### PROBLEM REQUIREMENTS
Every line of the data is to be transcribed without error.

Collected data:
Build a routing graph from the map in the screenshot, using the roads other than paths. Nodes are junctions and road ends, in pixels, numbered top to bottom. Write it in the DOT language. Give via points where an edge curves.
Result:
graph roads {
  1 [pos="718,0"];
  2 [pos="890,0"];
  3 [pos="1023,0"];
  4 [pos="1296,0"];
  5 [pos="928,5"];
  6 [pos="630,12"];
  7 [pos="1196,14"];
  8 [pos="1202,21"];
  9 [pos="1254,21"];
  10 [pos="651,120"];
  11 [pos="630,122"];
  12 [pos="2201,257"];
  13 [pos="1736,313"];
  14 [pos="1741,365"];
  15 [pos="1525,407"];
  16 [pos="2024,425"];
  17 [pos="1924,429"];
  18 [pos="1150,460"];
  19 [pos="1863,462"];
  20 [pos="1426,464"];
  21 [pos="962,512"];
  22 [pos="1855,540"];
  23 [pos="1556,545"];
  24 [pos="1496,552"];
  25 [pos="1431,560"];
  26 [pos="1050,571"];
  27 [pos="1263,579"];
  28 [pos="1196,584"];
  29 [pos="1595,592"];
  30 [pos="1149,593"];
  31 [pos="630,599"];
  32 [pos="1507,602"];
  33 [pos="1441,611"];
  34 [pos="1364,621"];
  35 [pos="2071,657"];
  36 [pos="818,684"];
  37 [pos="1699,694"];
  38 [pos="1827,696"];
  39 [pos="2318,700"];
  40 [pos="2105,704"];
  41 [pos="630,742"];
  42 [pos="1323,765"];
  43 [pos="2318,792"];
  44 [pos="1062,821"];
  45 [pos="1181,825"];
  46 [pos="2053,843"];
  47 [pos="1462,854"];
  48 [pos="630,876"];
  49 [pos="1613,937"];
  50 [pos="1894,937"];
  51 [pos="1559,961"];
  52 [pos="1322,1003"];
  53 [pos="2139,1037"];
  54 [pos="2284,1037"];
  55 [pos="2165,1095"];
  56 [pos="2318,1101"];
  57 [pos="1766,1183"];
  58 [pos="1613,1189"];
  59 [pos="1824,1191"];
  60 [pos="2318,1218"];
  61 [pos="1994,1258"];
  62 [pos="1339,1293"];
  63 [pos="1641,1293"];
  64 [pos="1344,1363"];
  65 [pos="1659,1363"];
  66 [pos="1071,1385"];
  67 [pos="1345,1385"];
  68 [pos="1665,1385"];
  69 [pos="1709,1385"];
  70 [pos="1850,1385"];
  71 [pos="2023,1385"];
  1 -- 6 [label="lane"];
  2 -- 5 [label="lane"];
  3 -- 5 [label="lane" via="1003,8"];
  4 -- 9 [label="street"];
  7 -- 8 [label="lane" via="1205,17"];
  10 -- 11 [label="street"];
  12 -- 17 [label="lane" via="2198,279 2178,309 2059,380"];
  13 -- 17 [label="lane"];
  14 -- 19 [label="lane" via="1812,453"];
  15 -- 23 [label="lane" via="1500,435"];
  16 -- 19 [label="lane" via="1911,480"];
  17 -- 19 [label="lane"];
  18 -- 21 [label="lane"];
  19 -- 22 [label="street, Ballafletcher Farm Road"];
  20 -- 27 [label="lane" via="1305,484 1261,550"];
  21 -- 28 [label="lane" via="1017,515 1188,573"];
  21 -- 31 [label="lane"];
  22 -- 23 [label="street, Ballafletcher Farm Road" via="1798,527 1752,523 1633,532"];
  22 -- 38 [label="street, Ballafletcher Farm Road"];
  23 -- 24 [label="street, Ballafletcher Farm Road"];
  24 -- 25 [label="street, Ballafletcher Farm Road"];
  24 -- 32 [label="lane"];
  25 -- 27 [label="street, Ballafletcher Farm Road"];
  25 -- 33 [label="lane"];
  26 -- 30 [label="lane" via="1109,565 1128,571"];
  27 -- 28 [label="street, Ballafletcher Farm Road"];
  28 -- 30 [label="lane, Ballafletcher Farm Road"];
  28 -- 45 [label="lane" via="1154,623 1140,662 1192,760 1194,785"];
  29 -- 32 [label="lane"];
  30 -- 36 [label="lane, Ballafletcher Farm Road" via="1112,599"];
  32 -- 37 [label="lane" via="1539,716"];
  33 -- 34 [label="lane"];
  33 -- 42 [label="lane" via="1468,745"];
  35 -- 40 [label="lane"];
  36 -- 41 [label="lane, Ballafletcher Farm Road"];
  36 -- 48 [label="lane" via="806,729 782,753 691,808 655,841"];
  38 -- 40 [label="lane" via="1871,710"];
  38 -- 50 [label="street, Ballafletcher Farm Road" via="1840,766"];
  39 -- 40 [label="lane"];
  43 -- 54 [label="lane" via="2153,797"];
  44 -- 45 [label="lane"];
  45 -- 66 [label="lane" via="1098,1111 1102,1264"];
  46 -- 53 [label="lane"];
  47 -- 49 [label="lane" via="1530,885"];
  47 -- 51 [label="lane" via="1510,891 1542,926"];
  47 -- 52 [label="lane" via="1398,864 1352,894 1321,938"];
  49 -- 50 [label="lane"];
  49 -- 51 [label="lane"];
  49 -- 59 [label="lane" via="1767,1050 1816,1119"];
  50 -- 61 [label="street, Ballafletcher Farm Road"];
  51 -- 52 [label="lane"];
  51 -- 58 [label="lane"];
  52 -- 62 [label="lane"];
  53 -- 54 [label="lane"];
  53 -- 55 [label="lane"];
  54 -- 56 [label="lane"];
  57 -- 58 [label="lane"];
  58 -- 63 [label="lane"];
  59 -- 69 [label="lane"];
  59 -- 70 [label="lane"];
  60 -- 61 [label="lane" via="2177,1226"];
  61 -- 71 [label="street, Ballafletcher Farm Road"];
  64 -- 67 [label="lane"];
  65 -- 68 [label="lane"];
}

### SOLVED PROBLEM
Build a routing graph from the map in the screenshot, using the roads other than paths. Nodes are junctions and road ends, in pixels, numbered top to bottom. Write it in the DOT language. Give via points where an edge curves.
Result:
graph roads {
  1 [pos="718,0"];
  2 [pos="890,0"];
  3 [pos="1023,0"];
  4 [pos="1296,0"];
  5 [pos="928,5"];
  6 [pos="630,12"];
  7 [pos="1196,14"];
  8 [pos="1202,21"];
  9 [pos="1254,21"];
  10 [pos="651,120"];
  11 [pos="630,122"];
  12 [pos="2201,257"];
  13 [pos="1736,313"];
  14 [pos="1741,365"];
  15 [pos="1525,407"];
  16 [pos="2024,425"];
  17 [pos="1924,429"];
  18 [pos="1150,460"];
  19 [pos="1863,462"];
  20 [pos="1426,464"];
  21 [pos="962,512"];
  22 [pos="1855,540"];
  23 [pos="1556,545"];
  24 [pos="1496,552"];
  25 [pos="1431,560"];
  26 [pos="1050,571"];
  27 [pos="1263,579"];
  28 [pos="1196,584"];
  29 [pos="1595,592"];
  30 [pos="1149,593"];
  31 [pos="630,599"];
  32 [pos="1507,602"];
  33 [pos="1441,611"];
  34 [pos="1364,621"];
  35 [pos="2071,657"];
  36 [pos="818,684"];
  37 [pos="1699,694"];
  38 [pos="1827,696"];
  39 [pos="2318,700"];
  40 [pos="2105,704"];
  41 [pos="630,742"];
  42 [pos="1323,765"];
  43 [pos="2318,792"];
  44 [pos="1062,821"];
  45 [pos="1181,825"];
  46 [pos="2053,843"];
  47 [pos="1462,854"];
  48 [pos="630,876"];
  49 [pos="1613,937"];
  50 [pos="1894,937"];
  51 [pos="1559,961"];
  52 [pos="1322,1003"];
  53 [pos="2139,1037"];
  54 [pos="2284,1037"];
  55 [pos="2165,1095"];
  56 [pos="2318,1101"];
  57 [pos="1766,1183"];
  58 [pos="1613,1189"];
  59 [pos="1824,1191"];
  60 [pos="2318,1218"];
  61 [pos="1994,1258"];
  62 [pos="1339,1293"];
  63 [pos="1641,1293"];
  64 [pos="1344,1363"];
  65 [pos="1659,1363"];
  66 [pos="1071,1385"];
  67 [pos="1345,1385"];
  68 [pos="1665,1385"];
  69 [pos="1709,1385"];
  70 [pos="1850,1385"];
  71 [pos="2023,1385"];
  1 -- 6 [label="lane"];
  2 -- 5 [label="lane"];
  3 -- 5 [label="lane" via="1003,8"];
  4 -- 9 [label="street"];
  7 -- 8 [label="lane" via="1205,17"];
  10 -- 11 [label="street"];
  12 -- 17 [label="lane" via="2198,279 2178,309 2059,380"];
  13 -- 17 [label="lane"];
  14 -- 19 [label="lane" via="1812,453"];
  15 -- 23 [label="lane" via="1500,435"];
  16 -- 19 [label="lane" via="1911,480"];
  17 -- 19 [label="lane"];
  18 -- 21 [label="lane"];
  19 -- 22 [label="street, Ballafletcher Farm Road"];
  20 -- 27 [label="lane" via="1305,484 1261,550"];
  21 -- 28 [label="lane" via="1017,515 1188,573"];
  21 -- 31 [label="lane"];
  22 -- 23 [label="street, Ballafletcher Farm Road" via="1798,527 1752,523 1633,532"];
  22 -- 38 [label="street, Ballafletcher Farm Road"];
  23 -- 24 [label="street, Ballafletcher Farm Road"];
  24 -- 25 [label="street, Ballafletcher Farm Road"];
  24 -- 32 [label="lane"];
  25 -- 27 [label="street, Ballafletcher Farm Road"];
  25 -- 33 [label="lane"];
  26 -- 30 [label="lane" via="1109,565 1128,571"];
  27 -- 28 [label="street, Ballafletcher Farm Road"];
  28 -- 30 [label="lane, Ballafletcher Farm Road"];
  28 -- 45 [label="lane" via="1154,623 1140,662 1192,760 1194,785"];
  29 -- 32 [label="lane"];
  30 -- 36 [label="lane, Ballafletcher Farm Road" via="1112,599"];
  32 -- 37 [label="lane" via="1539,716"];
  33 -- 34 [label="lane"];
  33 -- 42 [label="lane" via="1468,745"];
  35 -- 40 [label="lane"];
  36 -- 41 [label="lane, Ballafletcher Farm Road"];
  36 -- 48 [label="lane" via="806,729 782,753 691,808 655,841"];
  38 -- 40 [label="lane" via="1871,710"];
  38 -- 50 [label="street, Ballafletcher Farm Road" via="1840,766"];
  39 -- 40 [label="lane"];
  43 -- 54 [label="lane" via="2153,797"];
  44 -- 45 [label="lane"];
  45 -- 66 [label="lane" via="1098,1111 1102,1264"];
  46 -- 53 [label="lane"];
  47 -- 49 [label="lane" via="1530,885"];
  47 -- 51 [label="lane" via="1510,891 1542,926"];
  47 -- 52 [label="lane" via="1398,864 1352,894 1321,938"];
  49 -- 50 [label="lane"];
  49 -- 51 [label="lane"];
  49 -- 59 [label="lane" via="1767,1050 1816,1119"];
  50 -- 61 [label="street, Ballafletcher Farm Road"];
  51 -- 52 [label="lane"];
  51 -- 58 [label="lane"];
  52 -- 62 [label="lane"];
  53 -- 54 [label="lane"];
  53 -- 55 [label="lane"];
  54 -- 56 [label="lane"];
  57 -- 58 [label="lane"];
  58 -- 63 [label="lane"];
  59 -- 69 [label="lane"];
  59 -- 70 [label="lane"];
  60 -- 61 [label="lane" via="2177,1226"];
  61 -- 71 [label="street, Ballafletcher Farm Road"];
  64 -- 67 [label="lane"];
  65 -- 68 [label="lane"];
}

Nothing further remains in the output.